DEVENIR NEZ, UN APPRENTISSAGE LONG ET LABORIEUX

Dès lors il est persuadé que son adoration pour les senteurs lui vient de sa jeune enfance. C’est décidé, il en fera son métier ! Plus tard, il intègre l’école de parfumeurs ISIPCA, fondée en 1970 par Jean-Jacques Guerlain, à Versailles. Il y apprend la dure profession de nez. Car malgré les apparences, on ne devient pas un nez seulement parce qu’on a du nez ! Hasard et coïncidences peuvent participer à « l’élaboration » d’un parfumeur, mais travail acharné et apprentissage long et laborieux sont les maîtres mots du métier. « Il faut assimiler des centaines, puis des milliers d’odeurs qui, il faut bien l’avouer, ne sentent pas toujours très bon ! » se plait à dire Jean Kerléo, parfumeur-créateur chez Jean Patou de 1967 à 1998. C’est d’ailleurs ce dernier qui avait un jour engagé un jeune stagiaire, ayant étudié à Grasse, nommé… Jean-Michel Duriez. Plusieurs années après ce stage, Jean Kerléo rappelle son ancien apprenti pour lui proposer sa succession au sein de la maison Jean Patou.

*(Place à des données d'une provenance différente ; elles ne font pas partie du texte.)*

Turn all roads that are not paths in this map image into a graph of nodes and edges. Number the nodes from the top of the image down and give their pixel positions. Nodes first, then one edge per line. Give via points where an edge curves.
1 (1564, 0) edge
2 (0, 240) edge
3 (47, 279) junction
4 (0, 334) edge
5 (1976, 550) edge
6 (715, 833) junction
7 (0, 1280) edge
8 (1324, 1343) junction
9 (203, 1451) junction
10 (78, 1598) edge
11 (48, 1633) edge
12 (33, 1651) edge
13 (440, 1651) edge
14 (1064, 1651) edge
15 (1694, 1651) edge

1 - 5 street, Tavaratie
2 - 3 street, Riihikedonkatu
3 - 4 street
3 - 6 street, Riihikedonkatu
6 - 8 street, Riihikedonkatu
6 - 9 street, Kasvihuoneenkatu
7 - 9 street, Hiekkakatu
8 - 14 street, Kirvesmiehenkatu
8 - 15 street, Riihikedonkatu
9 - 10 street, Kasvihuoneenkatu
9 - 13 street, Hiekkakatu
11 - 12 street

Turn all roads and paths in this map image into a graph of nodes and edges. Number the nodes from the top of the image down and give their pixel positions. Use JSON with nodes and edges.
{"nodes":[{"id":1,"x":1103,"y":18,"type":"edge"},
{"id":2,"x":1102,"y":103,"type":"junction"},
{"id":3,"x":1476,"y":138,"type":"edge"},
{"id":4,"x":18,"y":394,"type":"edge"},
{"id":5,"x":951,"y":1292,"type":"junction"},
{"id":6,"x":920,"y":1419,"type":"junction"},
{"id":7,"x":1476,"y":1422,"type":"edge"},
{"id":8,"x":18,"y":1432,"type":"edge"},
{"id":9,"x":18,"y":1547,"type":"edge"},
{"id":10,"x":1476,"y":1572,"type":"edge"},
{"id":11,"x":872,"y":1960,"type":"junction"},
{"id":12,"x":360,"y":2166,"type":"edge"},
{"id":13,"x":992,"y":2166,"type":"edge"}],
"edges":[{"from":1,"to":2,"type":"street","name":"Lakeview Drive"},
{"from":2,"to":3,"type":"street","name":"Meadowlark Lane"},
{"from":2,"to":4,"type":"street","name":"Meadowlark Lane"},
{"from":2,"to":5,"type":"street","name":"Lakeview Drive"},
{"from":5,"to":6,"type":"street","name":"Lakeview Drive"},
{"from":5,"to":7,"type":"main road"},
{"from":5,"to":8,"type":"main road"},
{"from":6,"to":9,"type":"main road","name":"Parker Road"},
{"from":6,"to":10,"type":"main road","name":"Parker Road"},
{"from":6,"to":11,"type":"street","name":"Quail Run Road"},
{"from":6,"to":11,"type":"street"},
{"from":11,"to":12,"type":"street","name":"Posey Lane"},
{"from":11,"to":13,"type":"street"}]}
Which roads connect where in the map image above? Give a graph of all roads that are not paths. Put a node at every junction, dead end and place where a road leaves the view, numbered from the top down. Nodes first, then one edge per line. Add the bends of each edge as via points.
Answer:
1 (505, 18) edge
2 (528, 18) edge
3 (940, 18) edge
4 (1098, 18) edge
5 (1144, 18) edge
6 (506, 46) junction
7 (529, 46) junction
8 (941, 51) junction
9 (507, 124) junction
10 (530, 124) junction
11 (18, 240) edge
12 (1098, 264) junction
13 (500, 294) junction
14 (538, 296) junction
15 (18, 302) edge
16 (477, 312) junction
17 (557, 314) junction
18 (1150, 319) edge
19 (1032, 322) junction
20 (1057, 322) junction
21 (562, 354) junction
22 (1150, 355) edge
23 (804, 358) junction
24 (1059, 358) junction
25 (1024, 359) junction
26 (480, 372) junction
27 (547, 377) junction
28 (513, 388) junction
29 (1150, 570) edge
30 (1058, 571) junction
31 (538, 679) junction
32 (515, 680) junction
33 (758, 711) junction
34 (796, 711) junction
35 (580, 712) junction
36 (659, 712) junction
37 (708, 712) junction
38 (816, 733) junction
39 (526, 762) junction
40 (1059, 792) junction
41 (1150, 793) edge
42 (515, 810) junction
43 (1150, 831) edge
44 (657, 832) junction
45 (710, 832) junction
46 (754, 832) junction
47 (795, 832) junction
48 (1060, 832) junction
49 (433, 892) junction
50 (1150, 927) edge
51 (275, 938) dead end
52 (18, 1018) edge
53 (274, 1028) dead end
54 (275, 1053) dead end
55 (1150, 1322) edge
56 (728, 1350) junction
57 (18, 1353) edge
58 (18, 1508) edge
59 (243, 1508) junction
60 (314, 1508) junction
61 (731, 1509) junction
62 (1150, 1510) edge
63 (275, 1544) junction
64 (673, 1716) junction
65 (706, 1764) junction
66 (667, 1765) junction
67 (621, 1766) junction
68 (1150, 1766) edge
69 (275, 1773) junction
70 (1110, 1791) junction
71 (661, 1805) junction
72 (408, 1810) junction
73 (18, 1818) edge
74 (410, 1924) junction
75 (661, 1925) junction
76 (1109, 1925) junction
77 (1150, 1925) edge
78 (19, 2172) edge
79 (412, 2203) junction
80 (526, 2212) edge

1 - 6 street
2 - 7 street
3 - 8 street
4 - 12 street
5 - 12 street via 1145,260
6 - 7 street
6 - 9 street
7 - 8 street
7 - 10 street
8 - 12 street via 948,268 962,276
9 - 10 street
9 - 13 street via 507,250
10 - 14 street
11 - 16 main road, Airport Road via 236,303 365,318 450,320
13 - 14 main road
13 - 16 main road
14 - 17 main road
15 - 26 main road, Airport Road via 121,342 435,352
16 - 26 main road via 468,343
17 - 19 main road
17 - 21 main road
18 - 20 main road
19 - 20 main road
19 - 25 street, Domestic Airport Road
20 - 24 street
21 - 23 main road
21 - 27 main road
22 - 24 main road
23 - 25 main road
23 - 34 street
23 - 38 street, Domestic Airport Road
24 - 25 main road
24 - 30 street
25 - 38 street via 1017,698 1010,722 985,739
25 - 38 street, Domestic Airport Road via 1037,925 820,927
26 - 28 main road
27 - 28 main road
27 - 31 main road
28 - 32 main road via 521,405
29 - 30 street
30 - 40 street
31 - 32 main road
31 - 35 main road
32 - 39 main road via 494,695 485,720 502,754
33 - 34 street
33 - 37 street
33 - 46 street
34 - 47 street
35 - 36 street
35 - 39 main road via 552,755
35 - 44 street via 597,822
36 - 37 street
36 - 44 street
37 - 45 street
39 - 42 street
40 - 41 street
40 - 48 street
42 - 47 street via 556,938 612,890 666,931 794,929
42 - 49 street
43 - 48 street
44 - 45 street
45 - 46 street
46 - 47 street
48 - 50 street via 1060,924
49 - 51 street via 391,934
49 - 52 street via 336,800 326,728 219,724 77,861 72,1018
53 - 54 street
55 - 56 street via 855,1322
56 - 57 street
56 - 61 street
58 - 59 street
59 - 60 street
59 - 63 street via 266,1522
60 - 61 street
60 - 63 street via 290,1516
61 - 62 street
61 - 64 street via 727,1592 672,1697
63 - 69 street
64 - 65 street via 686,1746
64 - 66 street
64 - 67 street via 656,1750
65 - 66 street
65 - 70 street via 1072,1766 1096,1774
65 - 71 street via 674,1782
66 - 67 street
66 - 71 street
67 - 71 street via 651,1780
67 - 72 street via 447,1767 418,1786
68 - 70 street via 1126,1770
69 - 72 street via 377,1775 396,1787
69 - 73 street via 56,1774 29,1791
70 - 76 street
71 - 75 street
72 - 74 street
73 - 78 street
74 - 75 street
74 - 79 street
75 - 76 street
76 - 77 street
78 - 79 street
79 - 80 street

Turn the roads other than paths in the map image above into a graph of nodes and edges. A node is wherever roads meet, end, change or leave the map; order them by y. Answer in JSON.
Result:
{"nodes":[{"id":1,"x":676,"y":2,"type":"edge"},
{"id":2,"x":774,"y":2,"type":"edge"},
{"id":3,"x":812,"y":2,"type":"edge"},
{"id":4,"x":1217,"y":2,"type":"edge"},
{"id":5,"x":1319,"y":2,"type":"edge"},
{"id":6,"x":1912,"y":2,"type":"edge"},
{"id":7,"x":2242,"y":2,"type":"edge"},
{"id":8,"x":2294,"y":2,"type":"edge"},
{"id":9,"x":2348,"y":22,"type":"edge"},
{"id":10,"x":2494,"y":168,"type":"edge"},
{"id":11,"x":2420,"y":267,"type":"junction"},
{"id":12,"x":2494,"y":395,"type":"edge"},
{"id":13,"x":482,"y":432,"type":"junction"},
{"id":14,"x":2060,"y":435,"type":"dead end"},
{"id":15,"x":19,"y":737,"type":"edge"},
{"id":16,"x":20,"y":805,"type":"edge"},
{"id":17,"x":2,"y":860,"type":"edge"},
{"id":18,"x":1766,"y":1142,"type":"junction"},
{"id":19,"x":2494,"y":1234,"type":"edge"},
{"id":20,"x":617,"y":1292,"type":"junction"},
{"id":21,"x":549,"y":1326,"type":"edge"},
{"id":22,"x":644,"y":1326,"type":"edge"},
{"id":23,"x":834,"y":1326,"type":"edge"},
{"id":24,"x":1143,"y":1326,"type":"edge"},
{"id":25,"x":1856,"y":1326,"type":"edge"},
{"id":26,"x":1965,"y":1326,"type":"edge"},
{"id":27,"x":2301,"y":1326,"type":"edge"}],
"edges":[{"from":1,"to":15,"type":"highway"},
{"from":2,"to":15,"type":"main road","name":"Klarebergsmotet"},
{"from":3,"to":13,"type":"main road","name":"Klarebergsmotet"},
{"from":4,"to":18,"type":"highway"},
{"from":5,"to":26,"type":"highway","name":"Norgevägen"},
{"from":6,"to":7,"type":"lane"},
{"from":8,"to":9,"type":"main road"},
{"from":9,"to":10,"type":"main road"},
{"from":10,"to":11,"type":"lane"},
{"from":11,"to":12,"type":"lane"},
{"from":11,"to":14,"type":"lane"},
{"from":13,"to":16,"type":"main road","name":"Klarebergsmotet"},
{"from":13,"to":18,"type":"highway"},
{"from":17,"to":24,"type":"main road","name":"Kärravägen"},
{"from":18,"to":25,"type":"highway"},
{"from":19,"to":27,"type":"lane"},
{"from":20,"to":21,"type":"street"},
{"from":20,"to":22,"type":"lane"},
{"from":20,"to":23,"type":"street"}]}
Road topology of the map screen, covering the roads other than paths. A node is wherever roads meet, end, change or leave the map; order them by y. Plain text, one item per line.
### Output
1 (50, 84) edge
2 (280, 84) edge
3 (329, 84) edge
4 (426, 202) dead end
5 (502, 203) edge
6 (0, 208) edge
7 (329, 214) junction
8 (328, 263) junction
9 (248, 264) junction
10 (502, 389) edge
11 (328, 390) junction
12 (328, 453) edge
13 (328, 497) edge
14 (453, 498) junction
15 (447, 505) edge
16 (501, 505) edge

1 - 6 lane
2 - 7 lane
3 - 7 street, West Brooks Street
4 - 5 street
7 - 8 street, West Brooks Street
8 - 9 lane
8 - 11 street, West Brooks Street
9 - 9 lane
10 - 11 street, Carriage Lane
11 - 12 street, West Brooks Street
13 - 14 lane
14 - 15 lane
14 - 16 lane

Un oriental gourmand aux douces de notes de fleurs de Champaca et de jasmin

 

DE LONGS MOIS DE RECHERCHE POUR CHAQUE NOUVEAU PARFUM

Jean-Michel Duriez est un artiste. Un sculpteur ou un compositeur d’odeur comme il aime décrire son métier. Devant son orgue à senteurs, il prépare, cherche, étudie des alliances évidentes ou à l’inverse totalement antinomiques, des accords qui lui permettront peut-être un jour de créer un classique, tel le chef d’œuvre ultime et sublime d’un artiste. Jean Patou avait créé sa mélodie, l’alliance rose-jasmin, qui aujourd’hui bien au-delà d’un parfum est devenue un essentiel dans la parfumerie et une signature pour la maison Jean Patou. Comme Jean Patou, Jean-Michel Duriez est un précurseur. Et pour preuve, cette anecdote. Un jour, il avait proposé une note alliant de la réglisse, du rhum et du café. Note dérangeante, qui avait alors essuyé un refus catégorique. Un an plus tard, Jean-Michel Duriez ressort de ses tiroirs ce trio parfumé mais improbable, qui cette fois-ci est immédiatement appréciée. Cette note sera la base de Yohji Homme.

JEAN-MICHEL DURIEZ, UN VOYAGEUR NÉ

Jean-Michel Duriez est un voyageur aussi. Il parcourt le monde pour vérifier les matières premières qui serviront à la composition des parfums Patou et à la recherche de nouvelles senteurs. Son dernier voyage l’a emmené en Inde, où cherchant du bois de santal, il découvre par hasard un champs de fleurs de Champaca. Ce magnolia, à la fleur orangé, délicatement parfumé, devient le composant principal du dernier parfum Jean Patou « Sira des Indes ». Gâteau réservé à l’élite des dieux que les hommes n’hésitèrent pas à voler sans vergogne, Seera est devenu Sira. Un doux parfum gourmand, sensuel et exotique qui laisse derrière lui un sillage mettant en évidence des accords inédits. Peut-être ce dernier jus, aura-t-il la chance de devenir un classique ? Ceux-là même qui sautent des générations et apportent à leur époque nouveauté et folie douce. Ceux qui deviennent des intemporels. C’est en tout cas tout le « mal » que nous pouvons souhaiter à Jean-Michel Duriez.